## [Problem]
Can you pull out each line of the data below that includes the word "Hamel"?

(Entries supplied Opens)

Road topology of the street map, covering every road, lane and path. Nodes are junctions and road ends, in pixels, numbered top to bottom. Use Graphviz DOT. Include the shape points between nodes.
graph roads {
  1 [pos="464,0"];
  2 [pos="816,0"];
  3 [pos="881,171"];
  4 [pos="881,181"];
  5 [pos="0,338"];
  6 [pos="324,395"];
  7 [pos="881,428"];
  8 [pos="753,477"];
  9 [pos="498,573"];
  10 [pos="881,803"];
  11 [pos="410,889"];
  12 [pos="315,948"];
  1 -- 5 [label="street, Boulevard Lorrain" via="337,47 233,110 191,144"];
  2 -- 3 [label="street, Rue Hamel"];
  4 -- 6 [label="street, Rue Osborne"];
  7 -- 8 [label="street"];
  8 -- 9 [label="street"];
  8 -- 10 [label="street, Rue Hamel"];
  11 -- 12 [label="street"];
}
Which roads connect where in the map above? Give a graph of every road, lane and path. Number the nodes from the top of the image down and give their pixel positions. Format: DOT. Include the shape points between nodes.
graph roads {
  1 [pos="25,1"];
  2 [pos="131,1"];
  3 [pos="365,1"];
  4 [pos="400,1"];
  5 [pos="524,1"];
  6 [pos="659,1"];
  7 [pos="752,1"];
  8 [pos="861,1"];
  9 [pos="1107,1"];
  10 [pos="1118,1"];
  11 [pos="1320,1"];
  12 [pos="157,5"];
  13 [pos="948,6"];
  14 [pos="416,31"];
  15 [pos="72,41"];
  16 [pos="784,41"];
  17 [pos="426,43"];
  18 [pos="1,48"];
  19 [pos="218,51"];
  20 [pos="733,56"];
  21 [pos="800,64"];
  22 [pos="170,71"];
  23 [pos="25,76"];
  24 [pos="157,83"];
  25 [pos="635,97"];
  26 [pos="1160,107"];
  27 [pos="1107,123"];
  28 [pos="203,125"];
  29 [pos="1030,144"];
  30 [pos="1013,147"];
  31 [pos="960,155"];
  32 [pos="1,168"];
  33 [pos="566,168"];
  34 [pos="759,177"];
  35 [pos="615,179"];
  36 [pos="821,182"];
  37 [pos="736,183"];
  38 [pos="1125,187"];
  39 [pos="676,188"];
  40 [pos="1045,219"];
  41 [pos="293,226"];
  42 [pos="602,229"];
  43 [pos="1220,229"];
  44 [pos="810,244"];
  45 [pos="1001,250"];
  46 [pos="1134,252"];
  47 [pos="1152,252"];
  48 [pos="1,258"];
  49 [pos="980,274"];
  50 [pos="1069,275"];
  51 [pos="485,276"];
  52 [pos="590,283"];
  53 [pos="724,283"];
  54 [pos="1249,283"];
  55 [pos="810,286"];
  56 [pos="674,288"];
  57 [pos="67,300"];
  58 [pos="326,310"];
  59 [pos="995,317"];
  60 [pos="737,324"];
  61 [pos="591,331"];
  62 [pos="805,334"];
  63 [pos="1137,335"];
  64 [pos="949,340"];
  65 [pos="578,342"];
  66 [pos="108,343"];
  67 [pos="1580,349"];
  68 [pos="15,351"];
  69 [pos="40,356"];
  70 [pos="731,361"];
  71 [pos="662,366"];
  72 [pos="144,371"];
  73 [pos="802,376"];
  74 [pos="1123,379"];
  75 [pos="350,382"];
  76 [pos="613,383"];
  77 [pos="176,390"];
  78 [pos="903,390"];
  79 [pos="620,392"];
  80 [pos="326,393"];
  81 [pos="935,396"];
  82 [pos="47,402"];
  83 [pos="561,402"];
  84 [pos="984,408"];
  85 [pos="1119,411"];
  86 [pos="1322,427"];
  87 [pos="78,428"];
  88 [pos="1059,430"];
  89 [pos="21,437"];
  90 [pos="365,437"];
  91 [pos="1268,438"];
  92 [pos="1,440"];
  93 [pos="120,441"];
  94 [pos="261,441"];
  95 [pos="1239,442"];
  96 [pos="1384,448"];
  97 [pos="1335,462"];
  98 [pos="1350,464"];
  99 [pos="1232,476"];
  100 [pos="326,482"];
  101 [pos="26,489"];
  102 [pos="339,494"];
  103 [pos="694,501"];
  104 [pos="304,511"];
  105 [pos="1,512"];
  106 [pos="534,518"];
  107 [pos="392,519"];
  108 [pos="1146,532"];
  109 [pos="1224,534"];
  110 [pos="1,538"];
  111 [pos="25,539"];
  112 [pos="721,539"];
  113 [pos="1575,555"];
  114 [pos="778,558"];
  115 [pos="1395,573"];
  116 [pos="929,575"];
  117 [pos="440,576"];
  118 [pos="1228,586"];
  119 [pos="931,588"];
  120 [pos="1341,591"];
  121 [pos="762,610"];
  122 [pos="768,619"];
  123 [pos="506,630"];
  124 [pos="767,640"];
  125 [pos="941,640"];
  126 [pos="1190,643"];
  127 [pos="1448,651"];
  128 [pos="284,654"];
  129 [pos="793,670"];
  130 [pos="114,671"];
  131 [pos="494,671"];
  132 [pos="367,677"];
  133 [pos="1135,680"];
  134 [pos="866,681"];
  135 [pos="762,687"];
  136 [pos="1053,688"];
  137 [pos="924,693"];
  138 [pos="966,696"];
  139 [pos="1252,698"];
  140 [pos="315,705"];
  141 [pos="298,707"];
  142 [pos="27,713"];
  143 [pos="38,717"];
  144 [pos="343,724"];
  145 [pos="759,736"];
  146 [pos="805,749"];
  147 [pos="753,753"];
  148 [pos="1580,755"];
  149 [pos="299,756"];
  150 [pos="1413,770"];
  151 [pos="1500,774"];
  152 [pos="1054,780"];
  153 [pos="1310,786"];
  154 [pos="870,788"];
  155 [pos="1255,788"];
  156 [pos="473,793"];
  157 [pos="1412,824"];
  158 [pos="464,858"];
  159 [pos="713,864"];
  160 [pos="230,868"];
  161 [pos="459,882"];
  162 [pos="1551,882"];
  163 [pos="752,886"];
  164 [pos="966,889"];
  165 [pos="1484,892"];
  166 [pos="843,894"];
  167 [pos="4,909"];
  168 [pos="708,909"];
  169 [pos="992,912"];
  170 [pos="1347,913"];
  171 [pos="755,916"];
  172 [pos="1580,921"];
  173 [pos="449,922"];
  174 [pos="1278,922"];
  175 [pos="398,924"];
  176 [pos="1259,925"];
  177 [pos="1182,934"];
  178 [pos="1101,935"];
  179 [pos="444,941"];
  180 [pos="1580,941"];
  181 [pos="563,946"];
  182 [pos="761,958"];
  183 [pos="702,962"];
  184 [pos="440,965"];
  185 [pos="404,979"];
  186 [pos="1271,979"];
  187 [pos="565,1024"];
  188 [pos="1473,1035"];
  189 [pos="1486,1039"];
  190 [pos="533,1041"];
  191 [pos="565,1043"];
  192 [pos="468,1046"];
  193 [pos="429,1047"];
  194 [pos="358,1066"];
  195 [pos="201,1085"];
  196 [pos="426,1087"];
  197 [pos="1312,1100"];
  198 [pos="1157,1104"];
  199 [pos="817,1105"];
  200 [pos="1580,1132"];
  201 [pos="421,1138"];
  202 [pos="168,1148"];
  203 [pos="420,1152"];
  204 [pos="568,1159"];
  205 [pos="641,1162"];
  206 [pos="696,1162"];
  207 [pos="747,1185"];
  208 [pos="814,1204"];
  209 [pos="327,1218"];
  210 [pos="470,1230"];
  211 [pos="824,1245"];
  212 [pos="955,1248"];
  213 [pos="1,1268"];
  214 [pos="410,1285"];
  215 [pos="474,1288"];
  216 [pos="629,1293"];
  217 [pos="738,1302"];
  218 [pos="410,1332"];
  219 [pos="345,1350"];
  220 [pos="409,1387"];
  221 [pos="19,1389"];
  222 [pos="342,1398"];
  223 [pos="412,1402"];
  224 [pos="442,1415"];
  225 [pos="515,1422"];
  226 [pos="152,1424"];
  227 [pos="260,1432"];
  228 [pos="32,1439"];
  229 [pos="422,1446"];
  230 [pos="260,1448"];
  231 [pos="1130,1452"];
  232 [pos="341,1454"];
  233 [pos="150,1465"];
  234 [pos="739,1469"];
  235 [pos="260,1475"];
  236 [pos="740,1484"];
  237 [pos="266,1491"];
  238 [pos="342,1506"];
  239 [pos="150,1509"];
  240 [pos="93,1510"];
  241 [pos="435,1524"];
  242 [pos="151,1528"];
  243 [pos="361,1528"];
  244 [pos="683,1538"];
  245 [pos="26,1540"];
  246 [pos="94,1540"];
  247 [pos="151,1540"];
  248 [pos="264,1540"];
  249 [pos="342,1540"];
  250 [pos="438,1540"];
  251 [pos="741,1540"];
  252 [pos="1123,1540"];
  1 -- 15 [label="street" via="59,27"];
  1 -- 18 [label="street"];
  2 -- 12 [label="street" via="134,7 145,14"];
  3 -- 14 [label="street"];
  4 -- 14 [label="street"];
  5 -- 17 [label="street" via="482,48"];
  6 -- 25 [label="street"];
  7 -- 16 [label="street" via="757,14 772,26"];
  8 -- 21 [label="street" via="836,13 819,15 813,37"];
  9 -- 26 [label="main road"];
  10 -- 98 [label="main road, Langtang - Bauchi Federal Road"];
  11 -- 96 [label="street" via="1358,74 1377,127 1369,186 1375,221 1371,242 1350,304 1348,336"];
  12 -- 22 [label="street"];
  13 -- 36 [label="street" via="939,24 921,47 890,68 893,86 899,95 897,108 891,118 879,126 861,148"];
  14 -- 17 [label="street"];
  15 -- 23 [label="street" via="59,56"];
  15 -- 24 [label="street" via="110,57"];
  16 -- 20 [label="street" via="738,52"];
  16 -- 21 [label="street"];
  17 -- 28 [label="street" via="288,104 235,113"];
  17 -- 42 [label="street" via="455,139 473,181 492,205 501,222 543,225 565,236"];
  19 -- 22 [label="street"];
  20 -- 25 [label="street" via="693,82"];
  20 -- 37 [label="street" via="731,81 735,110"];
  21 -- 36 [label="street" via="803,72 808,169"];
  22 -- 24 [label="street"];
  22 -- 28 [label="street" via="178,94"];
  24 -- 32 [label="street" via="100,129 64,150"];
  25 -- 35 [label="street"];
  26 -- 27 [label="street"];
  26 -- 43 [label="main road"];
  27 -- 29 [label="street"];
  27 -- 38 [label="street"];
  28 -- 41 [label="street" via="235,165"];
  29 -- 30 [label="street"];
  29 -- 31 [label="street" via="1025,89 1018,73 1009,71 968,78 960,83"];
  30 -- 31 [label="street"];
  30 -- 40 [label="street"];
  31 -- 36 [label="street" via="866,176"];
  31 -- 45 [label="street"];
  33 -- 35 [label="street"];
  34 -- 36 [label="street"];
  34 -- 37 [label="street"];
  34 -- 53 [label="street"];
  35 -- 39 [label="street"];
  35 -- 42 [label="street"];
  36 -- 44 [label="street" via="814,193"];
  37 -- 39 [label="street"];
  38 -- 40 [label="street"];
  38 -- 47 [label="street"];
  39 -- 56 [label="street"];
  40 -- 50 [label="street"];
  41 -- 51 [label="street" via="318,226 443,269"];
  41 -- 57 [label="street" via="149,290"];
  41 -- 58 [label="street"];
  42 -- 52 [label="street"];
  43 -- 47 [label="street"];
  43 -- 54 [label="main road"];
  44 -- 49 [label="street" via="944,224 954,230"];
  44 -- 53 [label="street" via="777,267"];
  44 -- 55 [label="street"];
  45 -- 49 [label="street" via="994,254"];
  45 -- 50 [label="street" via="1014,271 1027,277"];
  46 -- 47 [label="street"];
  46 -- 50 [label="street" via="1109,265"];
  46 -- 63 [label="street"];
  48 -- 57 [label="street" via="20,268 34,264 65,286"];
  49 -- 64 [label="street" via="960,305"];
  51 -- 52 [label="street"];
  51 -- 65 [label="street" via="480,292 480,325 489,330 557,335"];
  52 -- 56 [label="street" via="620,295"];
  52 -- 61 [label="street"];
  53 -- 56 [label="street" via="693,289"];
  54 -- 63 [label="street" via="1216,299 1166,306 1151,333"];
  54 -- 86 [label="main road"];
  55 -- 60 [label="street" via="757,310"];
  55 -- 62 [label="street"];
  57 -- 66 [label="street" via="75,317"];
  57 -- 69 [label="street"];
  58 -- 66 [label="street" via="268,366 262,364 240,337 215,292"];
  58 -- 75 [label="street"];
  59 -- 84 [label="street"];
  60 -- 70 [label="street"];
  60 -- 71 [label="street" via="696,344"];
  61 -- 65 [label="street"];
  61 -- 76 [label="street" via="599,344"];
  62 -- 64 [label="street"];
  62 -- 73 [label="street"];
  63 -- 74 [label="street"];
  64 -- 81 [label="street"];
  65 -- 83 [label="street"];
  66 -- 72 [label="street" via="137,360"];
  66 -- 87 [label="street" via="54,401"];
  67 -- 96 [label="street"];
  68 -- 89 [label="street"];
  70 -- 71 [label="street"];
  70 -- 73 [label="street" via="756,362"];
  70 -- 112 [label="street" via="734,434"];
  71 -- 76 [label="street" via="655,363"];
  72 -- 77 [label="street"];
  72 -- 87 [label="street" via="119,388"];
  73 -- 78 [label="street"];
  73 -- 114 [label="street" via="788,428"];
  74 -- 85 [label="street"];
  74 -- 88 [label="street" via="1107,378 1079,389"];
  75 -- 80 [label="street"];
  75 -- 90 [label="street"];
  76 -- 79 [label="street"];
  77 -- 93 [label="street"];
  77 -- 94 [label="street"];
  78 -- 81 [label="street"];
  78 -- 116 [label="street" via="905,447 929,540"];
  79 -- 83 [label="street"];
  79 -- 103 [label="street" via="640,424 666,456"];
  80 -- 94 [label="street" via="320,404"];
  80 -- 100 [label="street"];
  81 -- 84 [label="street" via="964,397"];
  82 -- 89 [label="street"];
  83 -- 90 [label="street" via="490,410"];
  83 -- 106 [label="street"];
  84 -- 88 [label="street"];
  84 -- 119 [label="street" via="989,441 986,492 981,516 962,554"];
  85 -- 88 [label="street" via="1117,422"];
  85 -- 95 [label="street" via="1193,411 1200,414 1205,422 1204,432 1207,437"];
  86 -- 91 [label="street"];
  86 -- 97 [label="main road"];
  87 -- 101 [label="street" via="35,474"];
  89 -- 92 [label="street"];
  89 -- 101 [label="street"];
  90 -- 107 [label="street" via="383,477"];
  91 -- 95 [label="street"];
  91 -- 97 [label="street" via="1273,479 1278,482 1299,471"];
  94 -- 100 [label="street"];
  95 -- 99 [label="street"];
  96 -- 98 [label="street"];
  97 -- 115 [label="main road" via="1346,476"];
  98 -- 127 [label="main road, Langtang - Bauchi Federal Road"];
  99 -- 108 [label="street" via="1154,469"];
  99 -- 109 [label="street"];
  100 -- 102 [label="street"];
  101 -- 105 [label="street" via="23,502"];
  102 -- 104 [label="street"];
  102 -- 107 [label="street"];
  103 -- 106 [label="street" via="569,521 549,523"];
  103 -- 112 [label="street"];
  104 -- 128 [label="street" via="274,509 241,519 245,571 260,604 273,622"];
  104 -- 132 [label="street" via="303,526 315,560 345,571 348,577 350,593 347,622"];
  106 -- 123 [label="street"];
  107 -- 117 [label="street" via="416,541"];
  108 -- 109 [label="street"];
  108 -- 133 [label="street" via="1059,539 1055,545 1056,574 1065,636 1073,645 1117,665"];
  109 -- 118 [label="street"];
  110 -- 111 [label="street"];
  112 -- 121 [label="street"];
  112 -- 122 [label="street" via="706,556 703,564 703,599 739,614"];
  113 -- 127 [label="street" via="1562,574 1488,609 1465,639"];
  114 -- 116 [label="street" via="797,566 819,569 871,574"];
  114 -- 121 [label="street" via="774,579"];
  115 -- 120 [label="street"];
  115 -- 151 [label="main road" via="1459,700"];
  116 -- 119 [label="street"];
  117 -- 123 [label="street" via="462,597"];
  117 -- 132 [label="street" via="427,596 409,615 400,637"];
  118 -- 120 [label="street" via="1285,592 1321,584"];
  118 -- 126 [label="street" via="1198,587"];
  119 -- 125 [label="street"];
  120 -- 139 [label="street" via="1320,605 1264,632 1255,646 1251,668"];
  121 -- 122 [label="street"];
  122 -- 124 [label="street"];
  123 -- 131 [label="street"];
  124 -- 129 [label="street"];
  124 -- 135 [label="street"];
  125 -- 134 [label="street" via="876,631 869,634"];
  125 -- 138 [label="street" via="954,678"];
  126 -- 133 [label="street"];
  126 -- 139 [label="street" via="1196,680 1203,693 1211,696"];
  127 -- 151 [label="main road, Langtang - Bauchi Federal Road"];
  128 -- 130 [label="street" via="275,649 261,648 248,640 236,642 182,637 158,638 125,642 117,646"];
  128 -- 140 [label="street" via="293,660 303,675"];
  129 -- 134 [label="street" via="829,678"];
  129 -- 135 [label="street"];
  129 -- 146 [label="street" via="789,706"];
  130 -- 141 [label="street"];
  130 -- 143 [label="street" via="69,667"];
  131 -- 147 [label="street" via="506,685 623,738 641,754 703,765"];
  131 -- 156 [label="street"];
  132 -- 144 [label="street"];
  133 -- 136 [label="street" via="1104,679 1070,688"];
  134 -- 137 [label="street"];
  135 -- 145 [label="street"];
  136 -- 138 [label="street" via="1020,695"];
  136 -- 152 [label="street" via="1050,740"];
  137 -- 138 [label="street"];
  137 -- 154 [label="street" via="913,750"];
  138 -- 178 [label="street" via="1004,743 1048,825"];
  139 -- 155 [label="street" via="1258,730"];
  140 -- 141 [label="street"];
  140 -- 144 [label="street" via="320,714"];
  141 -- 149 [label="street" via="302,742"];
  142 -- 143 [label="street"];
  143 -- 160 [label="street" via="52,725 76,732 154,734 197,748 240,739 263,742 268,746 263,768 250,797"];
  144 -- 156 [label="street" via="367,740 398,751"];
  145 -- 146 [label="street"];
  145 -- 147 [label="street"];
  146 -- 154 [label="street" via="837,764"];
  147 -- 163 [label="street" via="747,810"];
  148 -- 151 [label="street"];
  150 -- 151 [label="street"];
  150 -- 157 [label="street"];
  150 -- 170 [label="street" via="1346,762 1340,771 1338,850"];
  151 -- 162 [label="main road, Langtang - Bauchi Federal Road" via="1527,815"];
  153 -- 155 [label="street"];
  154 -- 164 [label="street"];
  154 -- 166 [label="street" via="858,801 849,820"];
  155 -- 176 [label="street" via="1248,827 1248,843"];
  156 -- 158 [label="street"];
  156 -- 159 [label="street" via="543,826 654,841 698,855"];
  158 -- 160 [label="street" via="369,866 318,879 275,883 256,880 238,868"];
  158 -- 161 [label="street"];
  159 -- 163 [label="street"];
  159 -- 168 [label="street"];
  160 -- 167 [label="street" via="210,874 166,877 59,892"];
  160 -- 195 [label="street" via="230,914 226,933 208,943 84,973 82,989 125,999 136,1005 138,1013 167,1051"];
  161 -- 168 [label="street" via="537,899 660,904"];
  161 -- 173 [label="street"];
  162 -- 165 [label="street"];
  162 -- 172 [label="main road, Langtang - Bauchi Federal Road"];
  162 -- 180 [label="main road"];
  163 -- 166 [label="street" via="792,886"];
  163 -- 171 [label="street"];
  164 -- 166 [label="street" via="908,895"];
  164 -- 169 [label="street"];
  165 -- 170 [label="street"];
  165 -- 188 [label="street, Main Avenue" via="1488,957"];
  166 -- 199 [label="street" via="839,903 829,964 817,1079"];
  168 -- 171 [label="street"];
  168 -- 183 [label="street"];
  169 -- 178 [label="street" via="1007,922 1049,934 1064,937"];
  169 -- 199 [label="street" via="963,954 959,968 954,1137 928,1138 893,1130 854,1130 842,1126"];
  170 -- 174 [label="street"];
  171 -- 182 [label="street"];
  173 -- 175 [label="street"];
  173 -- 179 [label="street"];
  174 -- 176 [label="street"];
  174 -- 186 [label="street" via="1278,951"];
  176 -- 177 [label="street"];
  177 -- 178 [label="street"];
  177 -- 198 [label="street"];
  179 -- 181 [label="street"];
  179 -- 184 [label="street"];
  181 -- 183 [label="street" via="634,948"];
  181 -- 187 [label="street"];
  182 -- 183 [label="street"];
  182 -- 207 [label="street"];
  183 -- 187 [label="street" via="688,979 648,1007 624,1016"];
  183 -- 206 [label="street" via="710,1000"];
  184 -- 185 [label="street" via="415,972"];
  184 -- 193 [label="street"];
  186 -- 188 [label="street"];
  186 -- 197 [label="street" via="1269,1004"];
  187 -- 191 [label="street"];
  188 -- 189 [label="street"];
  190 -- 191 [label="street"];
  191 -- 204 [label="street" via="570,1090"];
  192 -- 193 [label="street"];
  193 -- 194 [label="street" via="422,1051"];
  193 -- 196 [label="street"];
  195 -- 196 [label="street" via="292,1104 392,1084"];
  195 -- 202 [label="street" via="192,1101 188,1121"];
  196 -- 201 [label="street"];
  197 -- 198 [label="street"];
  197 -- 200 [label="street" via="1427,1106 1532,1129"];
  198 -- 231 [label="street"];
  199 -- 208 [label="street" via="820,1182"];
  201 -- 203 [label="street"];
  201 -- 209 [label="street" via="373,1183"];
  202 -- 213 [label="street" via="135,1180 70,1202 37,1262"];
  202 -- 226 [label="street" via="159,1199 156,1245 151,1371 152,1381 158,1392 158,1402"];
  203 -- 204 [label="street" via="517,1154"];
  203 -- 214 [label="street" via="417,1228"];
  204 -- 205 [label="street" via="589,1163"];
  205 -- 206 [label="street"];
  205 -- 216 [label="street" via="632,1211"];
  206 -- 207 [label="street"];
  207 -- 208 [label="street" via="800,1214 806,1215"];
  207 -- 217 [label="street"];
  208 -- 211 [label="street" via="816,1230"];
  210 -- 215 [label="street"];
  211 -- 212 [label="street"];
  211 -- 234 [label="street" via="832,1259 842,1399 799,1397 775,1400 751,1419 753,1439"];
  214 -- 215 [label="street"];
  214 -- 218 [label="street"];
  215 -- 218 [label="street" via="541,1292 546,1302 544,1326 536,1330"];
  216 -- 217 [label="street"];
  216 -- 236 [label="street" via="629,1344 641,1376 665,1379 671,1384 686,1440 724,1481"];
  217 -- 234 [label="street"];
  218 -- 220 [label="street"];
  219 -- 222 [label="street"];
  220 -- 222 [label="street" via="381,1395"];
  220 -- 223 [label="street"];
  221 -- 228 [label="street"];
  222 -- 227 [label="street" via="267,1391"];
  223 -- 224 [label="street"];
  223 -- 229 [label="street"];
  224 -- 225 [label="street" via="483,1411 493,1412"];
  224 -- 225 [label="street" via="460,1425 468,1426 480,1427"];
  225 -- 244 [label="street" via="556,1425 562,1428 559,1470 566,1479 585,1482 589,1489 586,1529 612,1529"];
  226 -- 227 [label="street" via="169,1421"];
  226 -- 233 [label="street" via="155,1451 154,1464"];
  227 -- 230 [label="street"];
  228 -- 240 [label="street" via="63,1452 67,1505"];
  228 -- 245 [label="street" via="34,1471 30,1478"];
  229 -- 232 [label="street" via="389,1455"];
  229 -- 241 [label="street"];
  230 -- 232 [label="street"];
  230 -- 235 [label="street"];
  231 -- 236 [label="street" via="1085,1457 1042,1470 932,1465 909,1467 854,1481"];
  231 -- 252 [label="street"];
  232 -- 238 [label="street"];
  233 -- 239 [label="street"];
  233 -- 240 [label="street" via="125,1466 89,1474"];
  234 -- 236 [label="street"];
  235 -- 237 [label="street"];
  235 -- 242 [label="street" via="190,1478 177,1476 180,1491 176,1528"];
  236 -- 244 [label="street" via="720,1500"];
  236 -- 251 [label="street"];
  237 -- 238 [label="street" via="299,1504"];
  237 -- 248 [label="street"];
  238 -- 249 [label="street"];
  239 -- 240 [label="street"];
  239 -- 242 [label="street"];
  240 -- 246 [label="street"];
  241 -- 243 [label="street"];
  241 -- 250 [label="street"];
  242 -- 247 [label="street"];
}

(Entries supplied Closes)

## [Problem solution]
  2 -- 3 [label="street, Rue Hamel"];
  8 -- 10 [label="street, Rue Hamel"];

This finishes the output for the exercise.